Please give the data again in full, exactly as it reads.

Data for the task:
★ ★ ★ ★

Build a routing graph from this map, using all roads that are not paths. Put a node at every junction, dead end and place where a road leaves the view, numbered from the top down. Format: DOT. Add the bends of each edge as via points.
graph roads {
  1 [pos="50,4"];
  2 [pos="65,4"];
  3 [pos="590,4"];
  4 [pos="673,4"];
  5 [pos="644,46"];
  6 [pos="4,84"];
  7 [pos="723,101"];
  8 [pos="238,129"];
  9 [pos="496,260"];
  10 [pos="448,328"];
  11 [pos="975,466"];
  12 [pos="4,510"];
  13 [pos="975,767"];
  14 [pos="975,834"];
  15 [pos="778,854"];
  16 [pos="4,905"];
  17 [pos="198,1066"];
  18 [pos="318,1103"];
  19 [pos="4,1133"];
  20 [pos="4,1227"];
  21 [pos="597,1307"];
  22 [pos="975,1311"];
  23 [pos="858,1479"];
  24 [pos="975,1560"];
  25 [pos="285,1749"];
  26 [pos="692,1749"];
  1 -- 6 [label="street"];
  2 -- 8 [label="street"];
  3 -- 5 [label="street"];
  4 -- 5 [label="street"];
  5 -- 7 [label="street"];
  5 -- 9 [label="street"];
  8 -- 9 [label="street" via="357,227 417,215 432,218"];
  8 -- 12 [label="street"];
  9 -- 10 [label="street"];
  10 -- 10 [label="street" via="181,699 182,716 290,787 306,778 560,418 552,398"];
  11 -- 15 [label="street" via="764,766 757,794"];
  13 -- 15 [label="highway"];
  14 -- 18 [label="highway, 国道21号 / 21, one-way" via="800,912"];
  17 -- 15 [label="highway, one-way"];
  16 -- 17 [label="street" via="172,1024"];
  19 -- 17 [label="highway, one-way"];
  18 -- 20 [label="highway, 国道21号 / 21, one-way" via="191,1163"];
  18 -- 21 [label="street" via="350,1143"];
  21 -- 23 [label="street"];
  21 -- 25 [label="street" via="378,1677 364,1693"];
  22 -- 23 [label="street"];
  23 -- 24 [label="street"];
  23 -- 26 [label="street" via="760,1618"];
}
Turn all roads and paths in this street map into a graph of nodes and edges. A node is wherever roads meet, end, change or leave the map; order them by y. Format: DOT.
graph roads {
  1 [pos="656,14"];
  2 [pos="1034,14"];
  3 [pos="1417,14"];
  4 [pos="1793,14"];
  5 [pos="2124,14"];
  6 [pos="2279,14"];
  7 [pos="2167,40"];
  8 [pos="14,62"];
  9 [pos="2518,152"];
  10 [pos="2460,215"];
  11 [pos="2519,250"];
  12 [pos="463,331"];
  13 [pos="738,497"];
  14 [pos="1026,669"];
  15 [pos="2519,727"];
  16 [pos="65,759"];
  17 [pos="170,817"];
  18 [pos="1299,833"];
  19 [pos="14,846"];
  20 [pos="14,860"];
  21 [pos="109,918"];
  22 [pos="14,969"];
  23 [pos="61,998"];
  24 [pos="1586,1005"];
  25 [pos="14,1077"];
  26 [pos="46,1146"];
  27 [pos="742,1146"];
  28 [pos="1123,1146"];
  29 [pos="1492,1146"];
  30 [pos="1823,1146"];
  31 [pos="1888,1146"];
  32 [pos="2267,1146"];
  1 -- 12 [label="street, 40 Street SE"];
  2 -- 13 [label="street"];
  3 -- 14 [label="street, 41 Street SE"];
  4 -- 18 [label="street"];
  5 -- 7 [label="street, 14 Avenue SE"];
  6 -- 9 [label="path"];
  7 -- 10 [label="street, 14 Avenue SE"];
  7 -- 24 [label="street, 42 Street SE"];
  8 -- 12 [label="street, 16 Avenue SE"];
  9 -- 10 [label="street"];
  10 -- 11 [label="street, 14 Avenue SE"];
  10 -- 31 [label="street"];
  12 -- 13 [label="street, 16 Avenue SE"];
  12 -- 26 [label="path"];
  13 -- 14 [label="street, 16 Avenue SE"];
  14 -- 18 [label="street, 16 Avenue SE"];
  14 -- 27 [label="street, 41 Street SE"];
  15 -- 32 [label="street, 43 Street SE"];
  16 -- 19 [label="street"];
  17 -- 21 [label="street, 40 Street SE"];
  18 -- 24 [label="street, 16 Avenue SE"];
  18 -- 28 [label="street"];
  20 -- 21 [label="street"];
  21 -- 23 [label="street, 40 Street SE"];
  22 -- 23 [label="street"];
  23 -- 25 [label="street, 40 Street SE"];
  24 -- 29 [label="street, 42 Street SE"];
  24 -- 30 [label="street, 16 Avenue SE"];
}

★ ★ ★ ★

Solved exercise:
Build a routing graph from this map, using all roads that are not paths. Put a node at every junction, dead end and place where a road leaves the view, numbered from the top down. Format: DOT. Add the bends of each edge as via points.
graph roads {
  1 [pos="50,4"];
  2 [pos="65,4"];
  3 [pos="590,4"];
  4 [pos="673,4"];
  5 [pos="644,46"];
  6 [pos="4,84"];
  7 [pos="723,101"];
  8 [pos="238,129"];
  9 [pos="496,260"];
  10 [pos="448,328"];
  11 [pos="975,466"];
  12 [pos="4,510"];
  13 [pos="975,767"];
  14 [pos="975,834"];
  15 [pos="778,854"];
  16 [pos="4,905"];
  17 [pos="198,1066"];
  18 [pos="318,1103"];
  19 [pos="4,1133"];
  20 [pos="4,1227"];
  21 [pos="597,1307"];
  22 [pos="975,1311"];
  23 [pos="858,1479"];
  24 [pos="975,1560"];
  25 [pos="285,1749"];
  26 [pos="692,1749"];
  1 -- 6 [label="street"];
  2 -- 8 [label="street"];
  3 -- 5 [label="street"];
  4 -- 5 [label="street"];
  5 -- 7 [label="street"];
  5 -- 9 [label="street"];
  8 -- 9 [label="street" via="357,227 417,215 432,218"];
  8 -- 12 [label="street"];
  9 -- 10 [label="street"];
  10 -- 10 [label="street" via="181,699 182,716 290,787 306,778 560,418 552,398"];
  11 -- 15 [label="street" via="764,766 757,794"];
  13 -- 15 [label="highway"];
  14 -- 18 [label="highway, 国道21号 / 21, one-way" via="800,912"];
  17 -- 15 [label="highway, one-way"];
  16 -- 17 [label="street" via="172,1024"];
  19 -- 17 [label="highway, one-way"];
  18 -- 20 [label="highway, 国道21号 / 21, one-way" via="191,1163"];
  18 -- 21 [label="street" via="350,1143"];
  21 -- 23 [label="street"];
  21 -- 25 [label="street" via="378,1677 364,1693"];
  22 -- 23 [label="street"];
  23 -- 24 [label="street"];
  23 -- 26 [label="street" via="760,1618"];
}
Turn all roads and paths in this street map into a graph of nodes and edges. A node is wherever roads meet, end, change or leave the map; order them by y. Format: DOT.
graph roads {
  1 [pos="656,14"];
  2 [pos="1034,14"];
  3 [pos="1417,14"];
  4 [pos="1793,14"];
  5 [pos="2124,14"];
  6 [pos="2279,14"];
  7 [pos="2167,40"];
  8 [pos="14,62"];
  9 [pos="2518,152"];
  10 [pos="2460,215"];
  11 [pos="2519,250"];
  12 [pos="463,331"];
  13 [pos="738,497"];
  14 [pos="1026,669"];
  15 [pos="2519,727"];
  16 [pos="65,759"];
  17 [pos="170,817"];
  18 [pos="1299,833"];
  19 [pos="14,846"];
  20 [pos="14,860"];
  21 [pos="109,918"];
  22 [pos="14,969"];
  23 [pos="61,998"];
  24 [pos="1586,1005"];
  25 [pos="14,1077"];
  26 [pos="46,1146"];
  27 [pos="742,1146"];
  28 [pos="1123,1146"];
  29 [pos="1492,1146"];
  30 [pos="1823,1146"];
  31 [pos="1888,1146"];
  32 [pos="2267,1146"];
  1 -- 12 [label="street, 40 Street SE"];
  2 -- 13 [label="street"];
  3 -- 14 [label="street, 41 Street SE"];
  4 -- 18 [label="street"];
  5 -- 7 [label="street, 14 Avenue SE"];
  6 -- 9 [label="path"];
  7 -- 10 [label="street, 14 Avenue SE"];
  7 -- 24 [label="street, 42 Street SE"];
  8 -- 12 [label="street, 16 Avenue SE"];
  9 -- 10 [label="street"];
  10 -- 11 [label="street, 14 Avenue SE"];
  10 -- 31 [label="street"];
  12 -- 13 [label="street, 16 Avenue SE"];
  12 -- 26 [label="path"];
  13 -- 14 [label="street, 16 Avenue SE"];
  14 -- 18 [label="street, 16 Avenue SE"];
  14 -- 27 [label="street, 41 Street SE"];
  15 -- 32 [label="street, 43 Street SE"];
  16 -- 19 [label="street"];
  17 -- 21 [label="street, 40 Street SE"];
  18 -- 24 [label="street, 16 Avenue SE"];
  18 -- 28 [label="street"];
  20 -- 21 [label="street"];
  21 -- 23 [label="street, 40 Street SE"];
  22 -- 23 [label="street"];
  23 -- 25 [label="street, 40 Street SE"];
  24 -- 29 [label="street, 42 Street SE"];
  24 -- 30 [label="street, 16 Avenue SE"];
}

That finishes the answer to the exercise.